Statistical analyses
Separate analyses were conducted to compare gene expression between hybrids and parental purebreds, and ambient versus elevated conditions within an offspring group. In addition, a separate analysis was carried out for mitochondrial genes. Transcript abundance of the samples and the BLAST results were analyzed in R and differential expression analysis was performed using the package limma (Ritchie et al., 2015). Firstly, only transcripts that were of coral origin were retained, as indicated in the BLAST results. For the mitochondrial analysis, only transcripts that matched with the mitochondrial genome were used. Secondly, transcripts that consistently had zero or very low counts were removed using the edgeR build in function filterByExpr, and scale normalization (TMM) was applied. For Principal Components Analysis (PCA), sample raw counts were transformed into log2-counts per million (log-CPM) to account for library size differences.
A total of four samples were identified to have small library size (three A. tenuis purebreds- two under ambient, one under elevated conditions, and one TL hybrid under elevated conditions), and a relative log expression (RLE) plot showed that normalization of these samples was unsuccessful (Gandolfo & Speed, 2018) (Figure S2, Table S2). These samples were excluded from the main manuscript, but their analyses were retained in the Supplemental Information. A heatmap was then used to visualize the 500 most variable genes across samples using the log-CPM expression values with dendrograms computed using Euclidean distances. For the mitochondrial analysis, a PCA and a heatmap were generated using all genes that remained post-filtering.

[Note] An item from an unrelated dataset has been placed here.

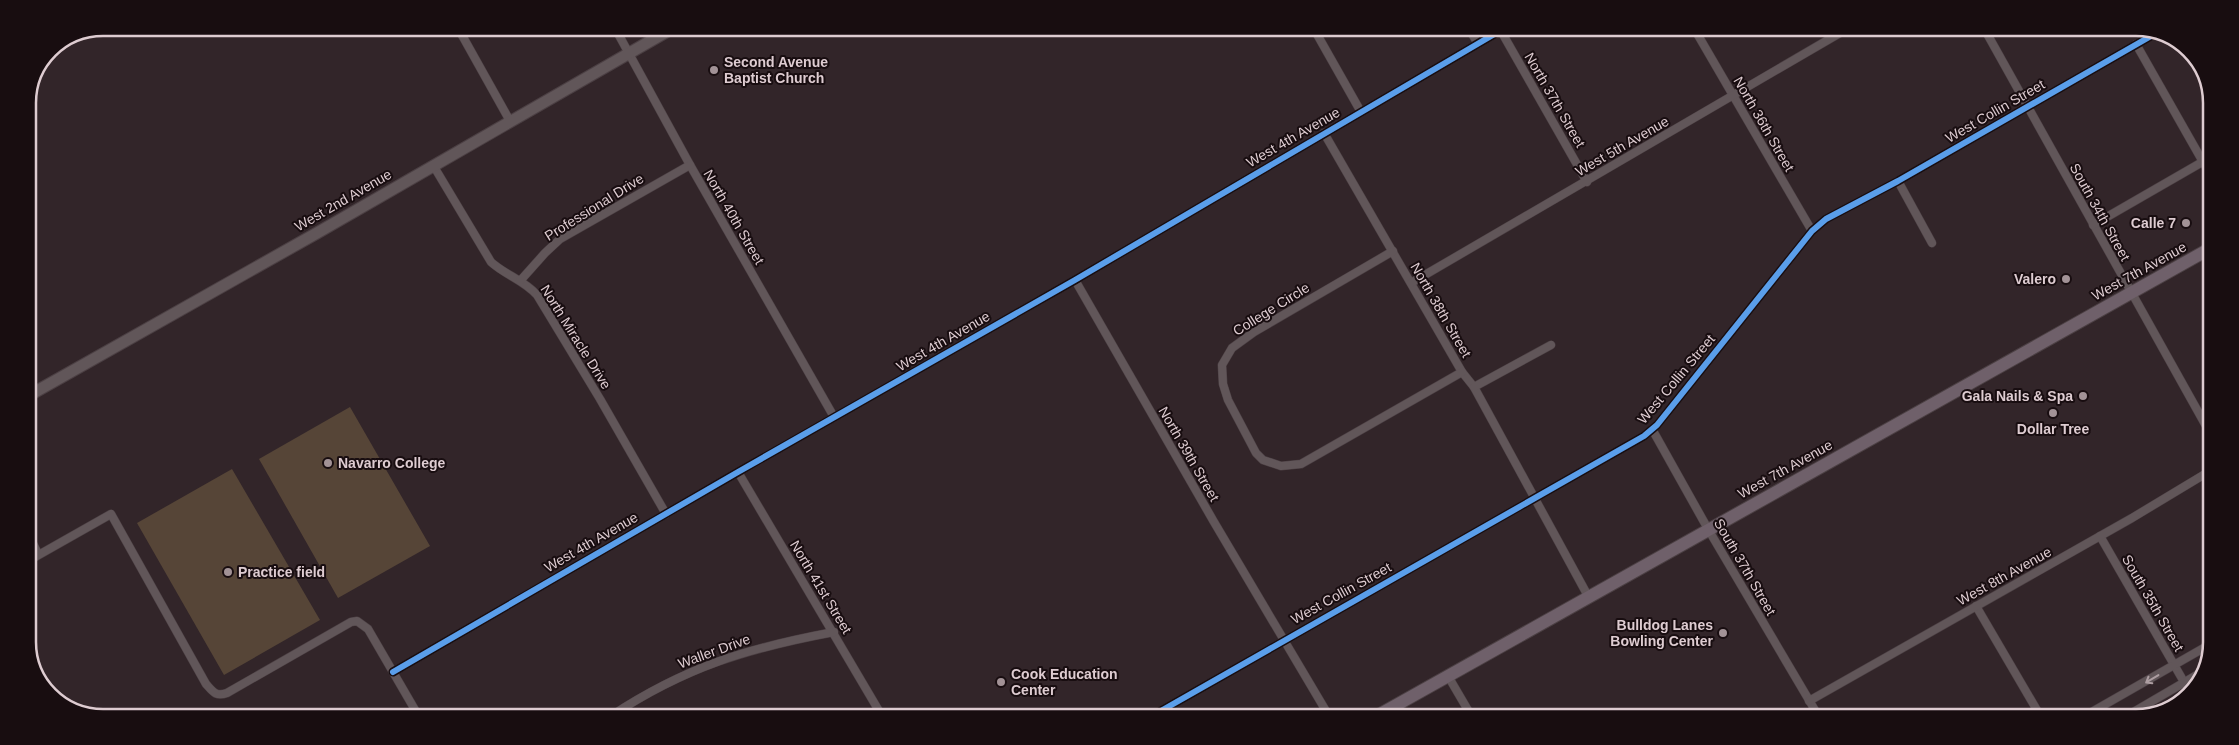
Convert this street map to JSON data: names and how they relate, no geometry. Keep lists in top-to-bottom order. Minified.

To fit linear models for comparisons, count data was transformed to log-CPM using the voom function in the limma package. Since no treatment effect was found on gene expression (see Results section), the comparison of hybrids and purebreds combined samples from both treatments. Comparisons were made between: 1) maternal purebred LL and its hybrid LT, 2) paternal purebred LL and its hybrid TL, and 3) between the reciprocal hybrids LT and TL. The purebred TT (A. tenuis ) was not included due to a small sample size (n =1, Table S1). Empirical Bayes moderated t-statistics were generated to assess the pairwise comparisons, and p -values were corrected using the Benjamini-Hochberg method (Benjamini & Hochberg, 1995). A gene was considered differentially expressed when padj< 0.05 using the treat function in the limma package with a log-fold-change threshold of > 0.2. The list of differentially expressed genes (DEGs) was exported for gene ontology (GO) analyses and visualized using volcano plots (Blighe et al., 2018). The volcano plots and GO analyses focused on the comparison of 1) paternal purebred LL with its hybrid TL, and 2) between the reciprocal hybrid LT and TL only, as these were the pairs with a high number of differentially expressed genes to explore.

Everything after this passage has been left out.